WHAT THE TASK ASKS: Give the count of lines in the data that include the string "leaves", with no added remarks.

SUPPLIED RECORDS:
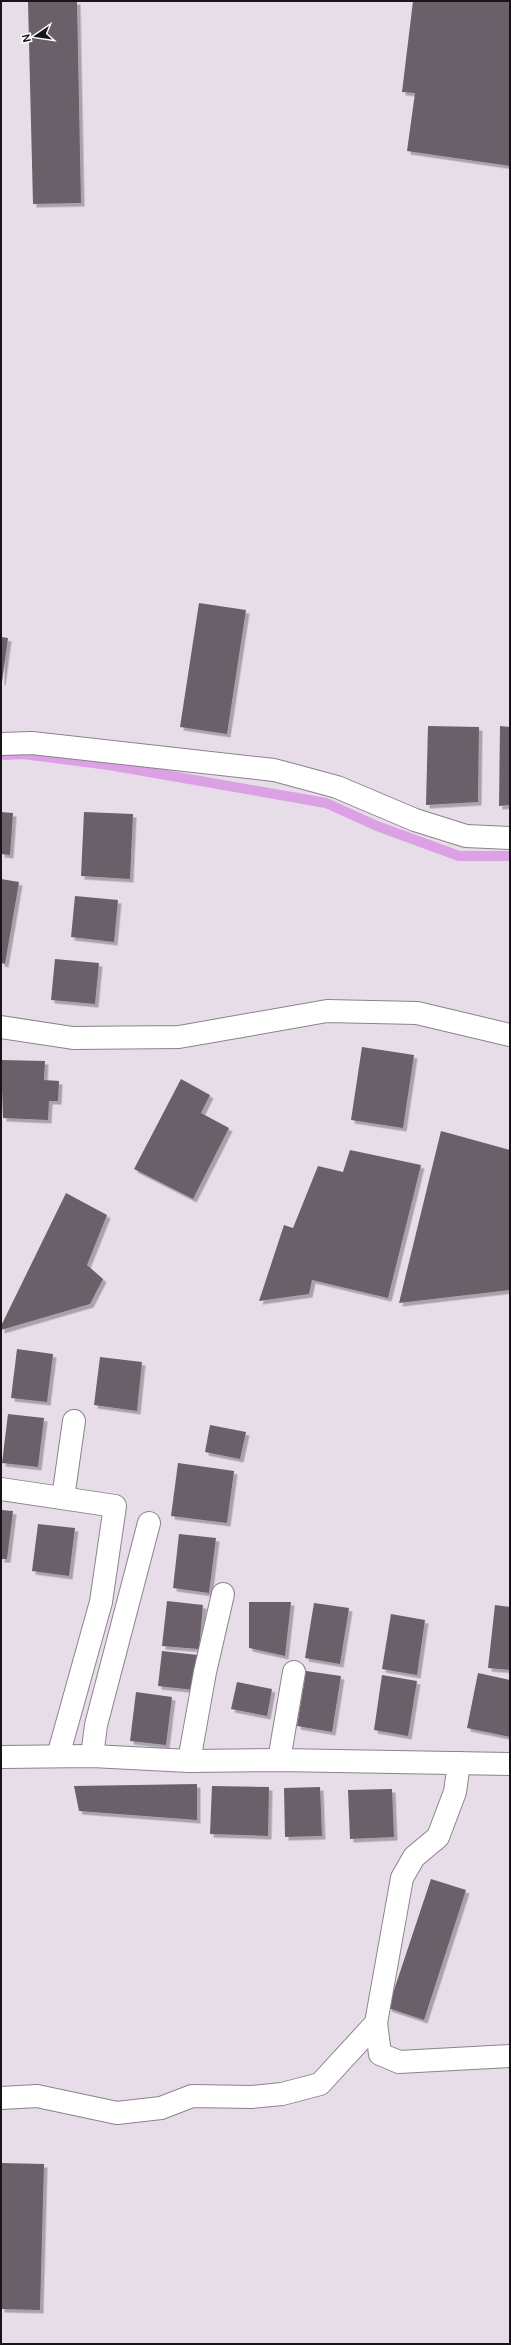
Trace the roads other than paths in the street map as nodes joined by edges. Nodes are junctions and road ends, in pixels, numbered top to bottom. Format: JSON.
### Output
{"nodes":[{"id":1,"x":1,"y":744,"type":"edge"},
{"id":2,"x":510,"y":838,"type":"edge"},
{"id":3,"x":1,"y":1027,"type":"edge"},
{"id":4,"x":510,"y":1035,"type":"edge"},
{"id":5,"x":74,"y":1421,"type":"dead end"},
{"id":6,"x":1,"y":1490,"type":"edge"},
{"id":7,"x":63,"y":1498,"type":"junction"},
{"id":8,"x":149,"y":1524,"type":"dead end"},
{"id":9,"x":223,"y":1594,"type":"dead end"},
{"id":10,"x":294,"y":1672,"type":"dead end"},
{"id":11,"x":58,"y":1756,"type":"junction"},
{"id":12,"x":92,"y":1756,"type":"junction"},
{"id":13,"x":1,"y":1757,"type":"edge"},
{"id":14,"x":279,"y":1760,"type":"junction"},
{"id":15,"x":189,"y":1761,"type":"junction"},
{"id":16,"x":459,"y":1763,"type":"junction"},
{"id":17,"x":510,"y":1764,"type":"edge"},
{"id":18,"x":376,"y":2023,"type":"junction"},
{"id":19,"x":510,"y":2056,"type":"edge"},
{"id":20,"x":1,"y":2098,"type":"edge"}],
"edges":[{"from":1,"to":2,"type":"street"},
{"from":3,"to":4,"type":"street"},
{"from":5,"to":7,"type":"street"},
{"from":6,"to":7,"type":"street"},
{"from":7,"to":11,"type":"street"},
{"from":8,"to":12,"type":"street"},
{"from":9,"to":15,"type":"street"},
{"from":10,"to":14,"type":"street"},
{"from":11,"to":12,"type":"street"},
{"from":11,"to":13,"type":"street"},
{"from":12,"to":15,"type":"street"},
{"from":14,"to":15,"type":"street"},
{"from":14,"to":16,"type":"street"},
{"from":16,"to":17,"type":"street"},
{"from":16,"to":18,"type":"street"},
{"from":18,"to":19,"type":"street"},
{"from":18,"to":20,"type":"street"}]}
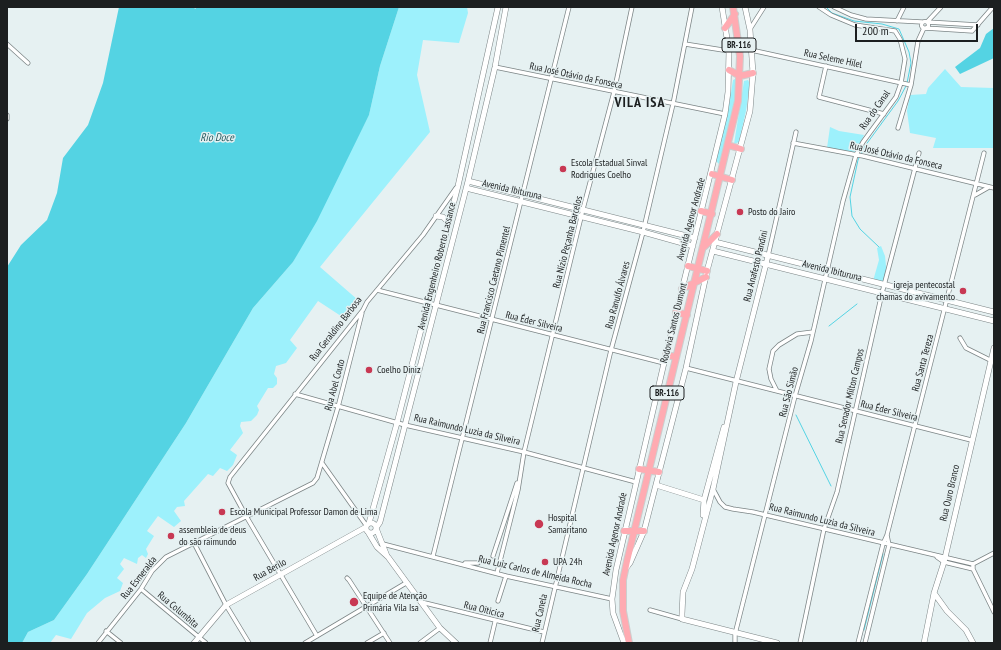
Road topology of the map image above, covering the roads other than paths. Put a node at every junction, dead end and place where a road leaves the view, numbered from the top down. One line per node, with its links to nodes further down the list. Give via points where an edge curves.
---
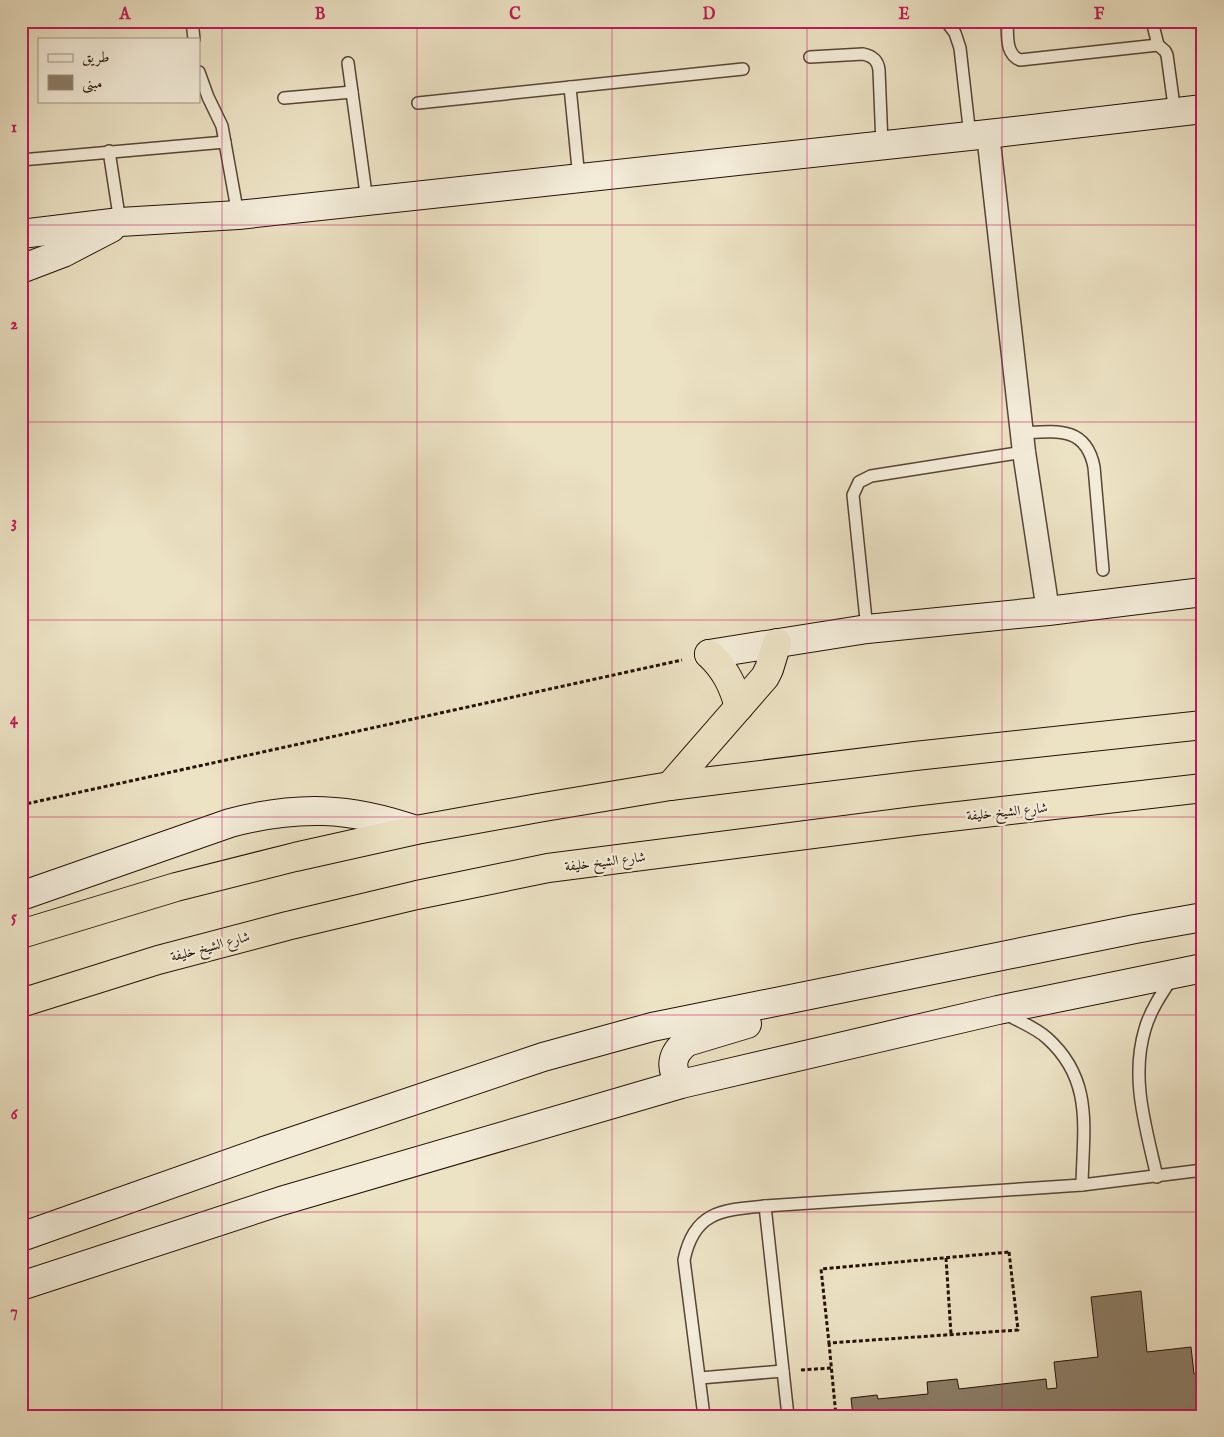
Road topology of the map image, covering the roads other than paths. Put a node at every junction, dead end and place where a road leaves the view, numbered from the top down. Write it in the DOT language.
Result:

ANSWER FOR THIS EXERCISE: 2